During that same timeline I was started to get into drawing portraits of real people. I was in my early teens now so my art became a mix of cartoon characters and pop start characters. I'd been signing up for art classes as electives in jr. high but it really wasn't until I was in around 9th grade that I had a teacher, I would say, was actually an Art Teacher.
His assignments and homework and lessons were actually about the fundamentals of 'art'. This was another organic blessing that changed and saved my life forever. His teachings and reference materials really just, turned the light bulbs of understanding on for me.

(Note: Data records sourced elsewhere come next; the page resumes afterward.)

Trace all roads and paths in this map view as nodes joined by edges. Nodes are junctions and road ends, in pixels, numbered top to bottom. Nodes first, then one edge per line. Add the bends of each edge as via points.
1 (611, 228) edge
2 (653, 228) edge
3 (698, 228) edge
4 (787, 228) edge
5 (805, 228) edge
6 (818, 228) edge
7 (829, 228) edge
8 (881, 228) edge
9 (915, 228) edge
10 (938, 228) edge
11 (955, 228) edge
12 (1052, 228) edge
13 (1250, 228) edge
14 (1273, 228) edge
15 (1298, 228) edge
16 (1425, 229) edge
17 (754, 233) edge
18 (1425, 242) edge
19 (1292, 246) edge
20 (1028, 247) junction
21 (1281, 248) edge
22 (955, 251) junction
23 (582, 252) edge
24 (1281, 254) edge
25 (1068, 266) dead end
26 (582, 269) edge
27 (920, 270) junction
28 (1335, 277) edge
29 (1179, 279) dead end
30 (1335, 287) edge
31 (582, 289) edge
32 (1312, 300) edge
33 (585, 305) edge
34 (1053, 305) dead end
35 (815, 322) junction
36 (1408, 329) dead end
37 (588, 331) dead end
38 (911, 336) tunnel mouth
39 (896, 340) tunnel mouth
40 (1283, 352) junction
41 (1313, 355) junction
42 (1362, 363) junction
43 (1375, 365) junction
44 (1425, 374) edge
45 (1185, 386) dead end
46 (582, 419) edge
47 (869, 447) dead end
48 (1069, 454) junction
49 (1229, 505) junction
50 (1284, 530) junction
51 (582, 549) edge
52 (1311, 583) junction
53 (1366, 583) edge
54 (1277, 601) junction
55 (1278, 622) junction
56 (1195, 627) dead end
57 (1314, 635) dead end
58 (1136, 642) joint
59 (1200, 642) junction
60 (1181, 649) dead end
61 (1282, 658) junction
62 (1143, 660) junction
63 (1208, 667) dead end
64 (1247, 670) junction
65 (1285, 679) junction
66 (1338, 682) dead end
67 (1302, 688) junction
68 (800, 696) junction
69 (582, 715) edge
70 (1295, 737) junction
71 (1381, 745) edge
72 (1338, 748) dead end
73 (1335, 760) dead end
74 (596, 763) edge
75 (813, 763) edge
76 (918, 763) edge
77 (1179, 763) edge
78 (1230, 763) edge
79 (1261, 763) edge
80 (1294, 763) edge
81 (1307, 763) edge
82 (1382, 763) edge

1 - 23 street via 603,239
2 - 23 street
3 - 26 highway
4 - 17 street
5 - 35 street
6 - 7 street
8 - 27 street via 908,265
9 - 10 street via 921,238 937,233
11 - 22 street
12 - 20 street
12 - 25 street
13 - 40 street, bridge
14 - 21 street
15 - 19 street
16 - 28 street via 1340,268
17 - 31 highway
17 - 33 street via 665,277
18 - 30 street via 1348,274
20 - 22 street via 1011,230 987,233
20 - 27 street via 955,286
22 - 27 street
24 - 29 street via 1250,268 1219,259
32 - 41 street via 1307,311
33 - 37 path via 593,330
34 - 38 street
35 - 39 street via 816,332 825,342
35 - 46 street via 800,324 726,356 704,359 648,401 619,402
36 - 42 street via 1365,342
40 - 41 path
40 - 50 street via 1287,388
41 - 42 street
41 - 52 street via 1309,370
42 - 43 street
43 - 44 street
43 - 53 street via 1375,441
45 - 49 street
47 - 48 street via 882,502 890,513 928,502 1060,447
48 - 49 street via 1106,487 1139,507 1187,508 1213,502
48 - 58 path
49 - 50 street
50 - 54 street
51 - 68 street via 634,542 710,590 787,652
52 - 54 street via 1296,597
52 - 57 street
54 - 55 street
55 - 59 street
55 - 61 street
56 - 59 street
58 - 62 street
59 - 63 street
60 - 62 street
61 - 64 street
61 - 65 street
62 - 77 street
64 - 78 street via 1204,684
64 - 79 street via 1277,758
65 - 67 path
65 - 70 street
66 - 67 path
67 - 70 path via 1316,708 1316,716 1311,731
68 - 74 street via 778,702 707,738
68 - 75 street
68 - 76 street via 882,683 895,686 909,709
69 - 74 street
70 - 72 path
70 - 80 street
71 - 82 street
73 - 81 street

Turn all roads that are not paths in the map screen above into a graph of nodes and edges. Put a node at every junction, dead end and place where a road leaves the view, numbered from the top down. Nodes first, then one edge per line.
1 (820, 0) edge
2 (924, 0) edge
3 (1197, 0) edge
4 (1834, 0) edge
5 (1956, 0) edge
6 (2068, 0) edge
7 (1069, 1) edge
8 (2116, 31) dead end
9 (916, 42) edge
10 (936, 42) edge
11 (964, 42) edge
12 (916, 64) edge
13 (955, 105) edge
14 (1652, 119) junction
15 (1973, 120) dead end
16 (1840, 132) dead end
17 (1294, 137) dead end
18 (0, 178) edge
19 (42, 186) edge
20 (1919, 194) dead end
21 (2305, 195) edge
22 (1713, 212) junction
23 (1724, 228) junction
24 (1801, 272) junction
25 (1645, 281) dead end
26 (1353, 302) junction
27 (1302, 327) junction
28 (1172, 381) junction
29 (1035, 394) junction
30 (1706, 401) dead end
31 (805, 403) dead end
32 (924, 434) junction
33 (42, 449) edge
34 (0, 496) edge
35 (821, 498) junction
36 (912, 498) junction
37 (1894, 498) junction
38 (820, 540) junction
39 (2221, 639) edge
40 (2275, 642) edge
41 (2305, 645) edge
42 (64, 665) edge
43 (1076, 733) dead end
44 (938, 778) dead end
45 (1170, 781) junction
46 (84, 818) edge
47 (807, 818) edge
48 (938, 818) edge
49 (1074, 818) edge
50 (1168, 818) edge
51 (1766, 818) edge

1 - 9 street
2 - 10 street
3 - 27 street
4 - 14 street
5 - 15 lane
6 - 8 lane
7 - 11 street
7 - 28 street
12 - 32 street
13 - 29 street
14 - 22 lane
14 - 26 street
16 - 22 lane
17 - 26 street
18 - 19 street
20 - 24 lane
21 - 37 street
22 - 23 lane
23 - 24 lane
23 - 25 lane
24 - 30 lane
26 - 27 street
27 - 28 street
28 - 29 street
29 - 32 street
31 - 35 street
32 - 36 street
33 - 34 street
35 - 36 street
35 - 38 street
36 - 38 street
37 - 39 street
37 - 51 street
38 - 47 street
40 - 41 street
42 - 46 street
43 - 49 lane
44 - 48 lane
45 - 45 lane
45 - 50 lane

I would get better and better over time.
After high school, like many non-Disney drafted artists, I went to community college for half a semester to study 'art.' I was surprised to find that though I'd already had all of these lessons as a young, serious artist since I was 10, these classes were really just bullsht electives students took as part of their transfer credits. The lessons were very remedial and councilors seemed very empty headed about what actual artists are supposed to do. And transferring to more advance classes wasn't an option. It's not even an option to test an artists skill level for placement. So lame. So I dropped out.
A short time later I went to school for Graphic Design. I did a tour of the 'campus' if you want to call it that, and I thought I saw what I wasn't actually seeing. But I was 18, what could I know?
Anyway, the lessons I learned about desktop publishing were very invaluable however, when it came to using my shiny new Graphic Design, Associates Degree, creative job choices were limited to, let's say, Auto Trader Magazine. We'll say that, because that's were my first Graphic "design" job was. To my surprise and great disappointment it was basically a clip-art, data entry and proof reading job. I didn't stay long and I'd spend the next good while trying to find an actual Graphic 'Design' job. That never really happened.
Many years went by and the only real creative jobs I found was the projects I made up myself for my own works like making album covers for my music releases. Oh yeah, did I forget to mention, at some point in high school I started making song demos. I put my first album out officially when I was around 21. So - after high school, after college, after leaving Auto-Trader I decided to publish an album of music and design the artwork or product packaging and promotional materials for it.
Aside from my own work I was pretty miserable for a long time.
It wasn't until some years later I'd find a 'dream come true' job as a Lead Illuminated Manuscript Artist at Disneyland, CA. I stopped making music and my own art for a minute, just so I would be totally focused on this dream job gig. But you know, it was only a matter of time before I learned that most Artists at Disneyland or Disneyland Artists for that matter, learn, is that there is a whole other... sect of Disney where the artists actually design stuff, and I wasn't it. Where I was had many twists and turns, odds and ends, highs... and lows. After a few years I was incredibly depressed and stressed out like crazy for various reasons so I left. I needed to focus on myself and my own original work.
Since leaving the Dismalands I've been making music again. I've also gotten myself tangled into quite a few projects from comic books to pins, curations, paintings, sculptures and so on, eventually forming medium specific brands, all housed under one main company brand, The Imagination of Robert Saenz.
When I was growing up, even as an adult still growing, I found that were far too many other kids or grown ups with control issues. People who want to tell other people who to be, how to be, what to like, etc., and the only escape I had/have is always my Imagination. And I have this want in me to free my experiences and creativity my mind and onto paper, through a poem, through a song or to paint or sculpt them into the physical reality. And then to share them with you to bridge the distance I feel, that you might also feel, between each of us. When that bridge is built, when we have related/connected, we aren't strangers anymore, we're friends.